**Information supplied:**
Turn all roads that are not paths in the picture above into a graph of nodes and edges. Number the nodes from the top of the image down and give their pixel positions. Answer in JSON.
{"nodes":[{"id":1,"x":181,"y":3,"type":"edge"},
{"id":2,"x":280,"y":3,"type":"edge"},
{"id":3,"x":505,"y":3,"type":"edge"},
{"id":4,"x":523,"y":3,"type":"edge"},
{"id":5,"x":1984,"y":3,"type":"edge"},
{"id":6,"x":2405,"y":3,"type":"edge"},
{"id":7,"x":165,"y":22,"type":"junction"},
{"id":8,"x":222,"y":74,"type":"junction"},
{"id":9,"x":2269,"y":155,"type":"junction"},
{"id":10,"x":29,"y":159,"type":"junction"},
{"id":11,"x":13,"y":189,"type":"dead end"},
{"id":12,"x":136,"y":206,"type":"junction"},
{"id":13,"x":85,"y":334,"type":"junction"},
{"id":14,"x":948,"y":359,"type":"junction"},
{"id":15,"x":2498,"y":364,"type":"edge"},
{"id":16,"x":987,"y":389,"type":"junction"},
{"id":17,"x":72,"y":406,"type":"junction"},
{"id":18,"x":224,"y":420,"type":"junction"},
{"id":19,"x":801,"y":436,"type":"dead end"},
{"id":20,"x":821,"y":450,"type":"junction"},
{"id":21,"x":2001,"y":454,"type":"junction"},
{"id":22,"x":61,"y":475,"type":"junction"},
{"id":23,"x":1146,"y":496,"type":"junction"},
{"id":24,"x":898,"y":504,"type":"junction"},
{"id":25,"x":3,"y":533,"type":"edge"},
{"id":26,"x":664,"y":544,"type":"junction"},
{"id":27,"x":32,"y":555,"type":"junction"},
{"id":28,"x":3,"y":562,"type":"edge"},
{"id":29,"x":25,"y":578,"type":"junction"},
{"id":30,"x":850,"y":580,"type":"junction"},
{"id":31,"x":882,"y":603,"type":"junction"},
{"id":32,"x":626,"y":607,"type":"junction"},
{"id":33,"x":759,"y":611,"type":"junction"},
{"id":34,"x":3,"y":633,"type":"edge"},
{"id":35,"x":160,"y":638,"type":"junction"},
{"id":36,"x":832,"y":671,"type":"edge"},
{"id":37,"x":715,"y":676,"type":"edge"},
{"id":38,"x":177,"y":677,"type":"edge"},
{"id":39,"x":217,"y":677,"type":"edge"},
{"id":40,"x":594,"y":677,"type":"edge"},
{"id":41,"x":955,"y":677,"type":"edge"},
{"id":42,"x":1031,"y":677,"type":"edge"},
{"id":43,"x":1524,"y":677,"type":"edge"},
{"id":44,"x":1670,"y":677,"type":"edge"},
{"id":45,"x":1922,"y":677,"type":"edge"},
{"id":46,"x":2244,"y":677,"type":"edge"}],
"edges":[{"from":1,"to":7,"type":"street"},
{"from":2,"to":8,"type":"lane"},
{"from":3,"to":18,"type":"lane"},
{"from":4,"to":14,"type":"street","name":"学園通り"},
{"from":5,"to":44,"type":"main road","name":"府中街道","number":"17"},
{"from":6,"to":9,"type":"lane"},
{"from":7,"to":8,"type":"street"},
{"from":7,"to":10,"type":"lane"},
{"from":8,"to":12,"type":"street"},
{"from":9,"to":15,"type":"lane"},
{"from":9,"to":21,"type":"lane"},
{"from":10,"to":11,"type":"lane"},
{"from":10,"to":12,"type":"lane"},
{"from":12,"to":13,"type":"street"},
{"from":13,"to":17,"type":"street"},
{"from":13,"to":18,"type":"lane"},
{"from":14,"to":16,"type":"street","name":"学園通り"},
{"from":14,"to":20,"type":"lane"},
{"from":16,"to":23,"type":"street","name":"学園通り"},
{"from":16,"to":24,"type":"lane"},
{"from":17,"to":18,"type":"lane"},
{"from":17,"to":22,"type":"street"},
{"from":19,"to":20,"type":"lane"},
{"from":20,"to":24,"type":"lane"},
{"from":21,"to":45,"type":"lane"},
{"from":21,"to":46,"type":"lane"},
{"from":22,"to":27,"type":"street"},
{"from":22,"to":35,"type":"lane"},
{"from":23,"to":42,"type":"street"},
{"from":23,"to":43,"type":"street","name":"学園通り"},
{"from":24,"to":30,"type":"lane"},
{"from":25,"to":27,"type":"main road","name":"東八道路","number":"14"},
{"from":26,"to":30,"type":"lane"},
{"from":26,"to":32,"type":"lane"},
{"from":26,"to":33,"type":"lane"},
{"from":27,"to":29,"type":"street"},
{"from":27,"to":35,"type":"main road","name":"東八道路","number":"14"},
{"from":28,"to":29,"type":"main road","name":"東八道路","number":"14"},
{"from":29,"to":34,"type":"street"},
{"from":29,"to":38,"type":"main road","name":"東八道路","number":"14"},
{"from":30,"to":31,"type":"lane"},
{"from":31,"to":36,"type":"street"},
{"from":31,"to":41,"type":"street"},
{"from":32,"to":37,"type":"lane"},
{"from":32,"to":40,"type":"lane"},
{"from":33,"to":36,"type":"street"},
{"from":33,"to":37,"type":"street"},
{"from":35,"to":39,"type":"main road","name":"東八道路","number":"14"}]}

**Your objective:** Each of the records shown above needs to be repeated exactly.

**Finished exercise:**
Turn all roads that are not paths in the picture above into a graph of nodes and edges. Number the nodes from the top of the image down and give their pixel positions. Answer in JSON.
{"nodes":[{"id":1,"x":181,"y":3,"type":"edge"},
{"id":2,"x":280,"y":3,"type":"edge"},
{"id":3,"x":505,"y":3,"type":"edge"},
{"id":4,"x":523,"y":3,"type":"edge"},
{"id":5,"x":1984,"y":3,"type":"edge"},
{"id":6,"x":2405,"y":3,"type":"edge"},
{"id":7,"x":165,"y":22,"type":"junction"},
{"id":8,"x":222,"y":74,"type":"junction"},
{"id":9,"x":2269,"y":155,"type":"junction"},
{"id":10,"x":29,"y":159,"type":"junction"},
{"id":11,"x":13,"y":189,"type":"dead end"},
{"id":12,"x":136,"y":206,"type":"junction"},
{"id":13,"x":85,"y":334,"type":"junction"},
{"id":14,"x":948,"y":359,"type":"junction"},
{"id":15,"x":2498,"y":364,"type":"edge"},
{"id":16,"x":987,"y":389,"type":"junction"},
{"id":17,"x":72,"y":406,"type":"junction"},
{"id":18,"x":224,"y":420,"type":"junction"},
{"id":19,"x":801,"y":436,"type":"dead end"},
{"id":20,"x":821,"y":450,"type":"junction"},
{"id":21,"x":2001,"y":454,"type":"junction"},
{"id":22,"x":61,"y":475,"type":"junction"},
{"id":23,"x":1146,"y":496,"type":"junction"},
{"id":24,"x":898,"y":504,"type":"junction"},
{"id":25,"x":3,"y":533,"type":"edge"},
{"id":26,"x":664,"y":544,"type":"junction"},
{"id":27,"x":32,"y":555,"type":"junction"},
{"id":28,"x":3,"y":562,"type":"edge"},
{"id":29,"x":25,"y":578,"type":"junction"},
{"id":30,"x":850,"y":580,"type":"junction"},
{"id":31,"x":882,"y":603,"type":"junction"},
{"id":32,"x":626,"y":607,"type":"junction"},
{"id":33,"x":759,"y":611,"type":"junction"},
{"id":34,"x":3,"y":633,"type":"edge"},
{"id":35,"x":160,"y":638,"type":"junction"},
{"id":36,"x":832,"y":671,"type":"edge"},
{"id":37,"x":715,"y":676,"type":"edge"},
{"id":38,"x":177,"y":677,"type":"edge"},
{"id":39,"x":217,"y":677,"type":"edge"},
{"id":40,"x":594,"y":677,"type":"edge"},
{"id":41,"x":955,"y":677,"type":"edge"},
{"id":42,"x":1031,"y":677,"type":"edge"},
{"id":43,"x":1524,"y":677,"type":"edge"},
{"id":44,"x":1670,"y":677,"type":"edge"},
{"id":45,"x":1922,"y":677,"type":"edge"},
{"id":46,"x":2244,"y":677,"type":"edge"}],
"edges":[{"from":1,"to":7,"type":"street"},
{"from":2,"to":8,"type":"lane"},
{"from":3,"to":18,"type":"lane"},
{"from":4,"to":14,"type":"street","name":"学園通り"},
{"from":5,"to":44,"type":"main road","name":"府中街道","number":"17"},
{"from":6,"to":9,"type":"lane"},
{"from":7,"to":8,"type":"street"},
{"from":7,"to":10,"type":"lane"},
{"from":8,"to":12,"type":"street"},
{"from":9,"to":15,"type":"lane"},
{"from":9,"to":21,"type":"lane"},
{"from":10,"to":11,"type":"lane"},
{"from":10,"to":12,"type":"lane"},
{"from":12,"to":13,"type":"street"},
{"from":13,"to":17,"type":"street"},
{"from":13,"to":18,"type":"lane"},
{"from":14,"to":16,"type":"street","name":"学園通り"},
{"from":14,"to":20,"type":"lane"},
{"from":16,"to":23,"type":"street","name":"学園通り"},
{"from":16,"to":24,"type":"lane"},
{"from":17,"to":18,"type":"lane"},
{"from":17,"to":22,"type":"street"},
{"from":19,"to":20,"type":"lane"},
{"from":20,"to":24,"type":"lane"},
{"from":21,"to":45,"type":"lane"},
{"from":21,"to":46,"type":"lane"},
{"from":22,"to":27,"type":"street"},
{"from":22,"to":35,"type":"lane"},
{"from":23,"to":42,"type":"street"},
{"from":23,"to":43,"type":"street","name":"学園通り"},
{"from":24,"to":30,"type":"lane"},
{"from":25,"to":27,"type":"main road","name":"東八道路","number":"14"},
{"from":26,"to":30,"type":"lane"},
{"from":26,"to":32,"type":"lane"},
{"from":26,"to":33,"type":"lane"},
{"from":27,"to":29,"type":"street"},
{"from":27,"to":35,"type":"main road","name":"東八道路","number":"14"},
{"from":28,"to":29,"type":"main road","name":"東八道路","number":"14"},
{"from":29,"to":34,"type":"street"},
{"from":29,"to":38,"type":"main road","name":"東八道路","number":"14"},
{"from":30,"to":31,"type":"lane"},
{"from":31,"to":36,"type":"street"},
{"from":31,"to":41,"type":"street"},
{"from":32,"to":37,"type":"lane"},
{"from":32,"to":40,"type":"lane"},
{"from":33,"to":36,"type":"street"},
{"from":33,"to":37,"type":"street"},
{"from":35,"to":39,"type":"main road","name":"東八道路","number":"14"}]}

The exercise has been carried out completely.